Times are changing and are changing fast. Where foreign investment is a most essential pillar, we at least need a strong elite that ensures that foreign ownership is not to the detriment of the whole. Venture Capitalism is at times a necessary evil. It is human instinct to always want to be better than everyone else but it is logical to find a balance.

It is logical that foreign investors must always give back to the societies they invest in. There’s no sense in encouraging business ventures that cripple the masses. However, many would argue that if we as Gambians continue to discourage and fight each other, we have no choice but to watch foreign investors OWN US. Whilst we’re busy bickering over short skirts and sex tapes; fighting over nuances undeserving of any attention; arguing over people’s reluctance to discuss local politics; sensationalising the most trivial of matter, we have given up ground from the pre/post-colonial Modou Musa Njies and Carrolls to names I can hardly pronounce. 

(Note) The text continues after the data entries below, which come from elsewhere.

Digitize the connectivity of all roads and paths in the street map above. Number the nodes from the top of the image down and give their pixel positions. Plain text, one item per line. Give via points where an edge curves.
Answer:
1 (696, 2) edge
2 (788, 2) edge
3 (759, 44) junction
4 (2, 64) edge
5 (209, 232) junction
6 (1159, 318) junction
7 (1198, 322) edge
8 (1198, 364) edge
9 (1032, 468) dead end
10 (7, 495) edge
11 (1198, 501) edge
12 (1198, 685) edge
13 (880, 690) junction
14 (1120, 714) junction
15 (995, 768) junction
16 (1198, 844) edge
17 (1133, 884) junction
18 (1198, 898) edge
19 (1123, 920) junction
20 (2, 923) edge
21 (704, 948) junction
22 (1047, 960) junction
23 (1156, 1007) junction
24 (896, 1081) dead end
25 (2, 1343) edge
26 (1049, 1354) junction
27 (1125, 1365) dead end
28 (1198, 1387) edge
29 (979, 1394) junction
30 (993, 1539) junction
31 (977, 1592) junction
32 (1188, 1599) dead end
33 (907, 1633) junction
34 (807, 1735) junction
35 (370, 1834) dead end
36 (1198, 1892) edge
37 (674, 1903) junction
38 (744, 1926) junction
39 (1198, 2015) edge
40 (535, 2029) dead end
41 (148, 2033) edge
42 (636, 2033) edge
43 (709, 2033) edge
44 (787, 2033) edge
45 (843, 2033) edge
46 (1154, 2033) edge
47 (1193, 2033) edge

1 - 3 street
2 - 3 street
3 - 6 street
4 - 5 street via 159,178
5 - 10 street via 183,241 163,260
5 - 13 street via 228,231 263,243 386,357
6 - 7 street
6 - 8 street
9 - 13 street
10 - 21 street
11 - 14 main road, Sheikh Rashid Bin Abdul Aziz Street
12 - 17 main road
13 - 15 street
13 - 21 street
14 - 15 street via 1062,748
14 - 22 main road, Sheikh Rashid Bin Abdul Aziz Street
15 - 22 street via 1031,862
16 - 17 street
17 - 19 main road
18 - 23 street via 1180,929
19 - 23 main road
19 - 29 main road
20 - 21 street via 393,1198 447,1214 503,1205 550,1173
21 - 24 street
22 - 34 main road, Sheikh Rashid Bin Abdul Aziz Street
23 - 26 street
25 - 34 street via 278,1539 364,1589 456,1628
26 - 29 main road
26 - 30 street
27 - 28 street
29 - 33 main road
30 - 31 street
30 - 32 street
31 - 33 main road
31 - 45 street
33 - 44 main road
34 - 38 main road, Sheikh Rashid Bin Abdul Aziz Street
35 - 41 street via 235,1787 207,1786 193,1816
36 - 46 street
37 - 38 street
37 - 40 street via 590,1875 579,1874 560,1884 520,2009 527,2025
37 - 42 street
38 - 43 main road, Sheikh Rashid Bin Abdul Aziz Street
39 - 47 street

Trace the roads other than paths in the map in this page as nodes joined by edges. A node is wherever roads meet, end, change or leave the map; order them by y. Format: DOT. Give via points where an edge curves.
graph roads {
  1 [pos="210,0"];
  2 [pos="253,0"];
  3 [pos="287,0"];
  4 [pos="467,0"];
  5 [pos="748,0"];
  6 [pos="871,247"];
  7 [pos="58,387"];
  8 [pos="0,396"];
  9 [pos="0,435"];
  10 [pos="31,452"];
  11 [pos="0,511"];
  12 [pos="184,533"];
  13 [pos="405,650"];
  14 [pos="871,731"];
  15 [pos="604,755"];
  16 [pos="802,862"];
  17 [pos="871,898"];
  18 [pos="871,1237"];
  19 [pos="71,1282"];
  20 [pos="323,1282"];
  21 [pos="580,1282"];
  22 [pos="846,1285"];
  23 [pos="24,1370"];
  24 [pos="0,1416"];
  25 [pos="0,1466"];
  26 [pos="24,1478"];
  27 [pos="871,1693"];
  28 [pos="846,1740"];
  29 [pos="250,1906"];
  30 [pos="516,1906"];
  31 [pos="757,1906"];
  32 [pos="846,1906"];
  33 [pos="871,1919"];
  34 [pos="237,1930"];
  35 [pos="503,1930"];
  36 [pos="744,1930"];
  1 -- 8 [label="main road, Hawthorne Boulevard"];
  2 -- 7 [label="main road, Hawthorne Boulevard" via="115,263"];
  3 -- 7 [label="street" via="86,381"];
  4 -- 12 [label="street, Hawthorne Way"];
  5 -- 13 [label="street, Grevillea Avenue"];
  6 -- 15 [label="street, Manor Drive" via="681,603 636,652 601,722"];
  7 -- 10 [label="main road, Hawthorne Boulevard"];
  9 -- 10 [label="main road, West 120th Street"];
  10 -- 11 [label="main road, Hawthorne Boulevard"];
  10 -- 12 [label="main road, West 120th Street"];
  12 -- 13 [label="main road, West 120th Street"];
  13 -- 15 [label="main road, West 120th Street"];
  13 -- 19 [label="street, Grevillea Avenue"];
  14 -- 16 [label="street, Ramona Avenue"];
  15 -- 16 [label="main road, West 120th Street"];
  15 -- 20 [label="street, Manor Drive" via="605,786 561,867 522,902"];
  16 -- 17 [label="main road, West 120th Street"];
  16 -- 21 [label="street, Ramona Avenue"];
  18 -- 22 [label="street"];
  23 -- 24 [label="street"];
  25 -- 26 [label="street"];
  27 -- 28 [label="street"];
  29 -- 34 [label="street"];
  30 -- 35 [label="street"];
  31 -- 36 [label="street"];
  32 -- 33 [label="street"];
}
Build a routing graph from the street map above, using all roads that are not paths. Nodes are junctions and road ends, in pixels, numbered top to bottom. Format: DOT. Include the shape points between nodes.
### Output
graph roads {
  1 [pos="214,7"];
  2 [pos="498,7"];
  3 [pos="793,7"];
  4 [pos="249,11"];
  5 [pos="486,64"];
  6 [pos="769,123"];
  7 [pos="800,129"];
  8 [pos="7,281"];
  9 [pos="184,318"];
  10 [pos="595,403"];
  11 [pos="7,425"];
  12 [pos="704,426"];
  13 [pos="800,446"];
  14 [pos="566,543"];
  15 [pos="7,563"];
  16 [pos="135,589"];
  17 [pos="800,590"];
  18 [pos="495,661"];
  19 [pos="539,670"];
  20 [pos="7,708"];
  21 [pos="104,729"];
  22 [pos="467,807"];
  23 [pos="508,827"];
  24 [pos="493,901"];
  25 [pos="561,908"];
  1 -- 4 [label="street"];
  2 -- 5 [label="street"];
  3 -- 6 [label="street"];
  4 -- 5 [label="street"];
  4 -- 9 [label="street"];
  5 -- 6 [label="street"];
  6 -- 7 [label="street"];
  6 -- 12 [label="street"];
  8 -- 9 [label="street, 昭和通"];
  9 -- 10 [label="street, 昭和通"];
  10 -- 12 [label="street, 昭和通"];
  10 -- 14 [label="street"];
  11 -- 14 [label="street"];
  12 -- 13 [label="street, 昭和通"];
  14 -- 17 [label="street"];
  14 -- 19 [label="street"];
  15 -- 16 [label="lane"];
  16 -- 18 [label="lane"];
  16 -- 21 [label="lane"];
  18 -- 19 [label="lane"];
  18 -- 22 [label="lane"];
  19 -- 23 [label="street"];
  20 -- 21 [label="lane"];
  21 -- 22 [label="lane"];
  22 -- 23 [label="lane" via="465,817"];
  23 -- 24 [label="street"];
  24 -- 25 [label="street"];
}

The private sector of Gambian entrepreneurs needs to inject creativity into their businesses. They have to bring in the smarts in a modern world which is changing fast. They have to leave legacies worthy of being left behind and have to provide platforms of support that will keep our young minds engaged and challenged. We have lost too much to the other side and whether we accept it or not, it is an ongoing battle where losing is not an option.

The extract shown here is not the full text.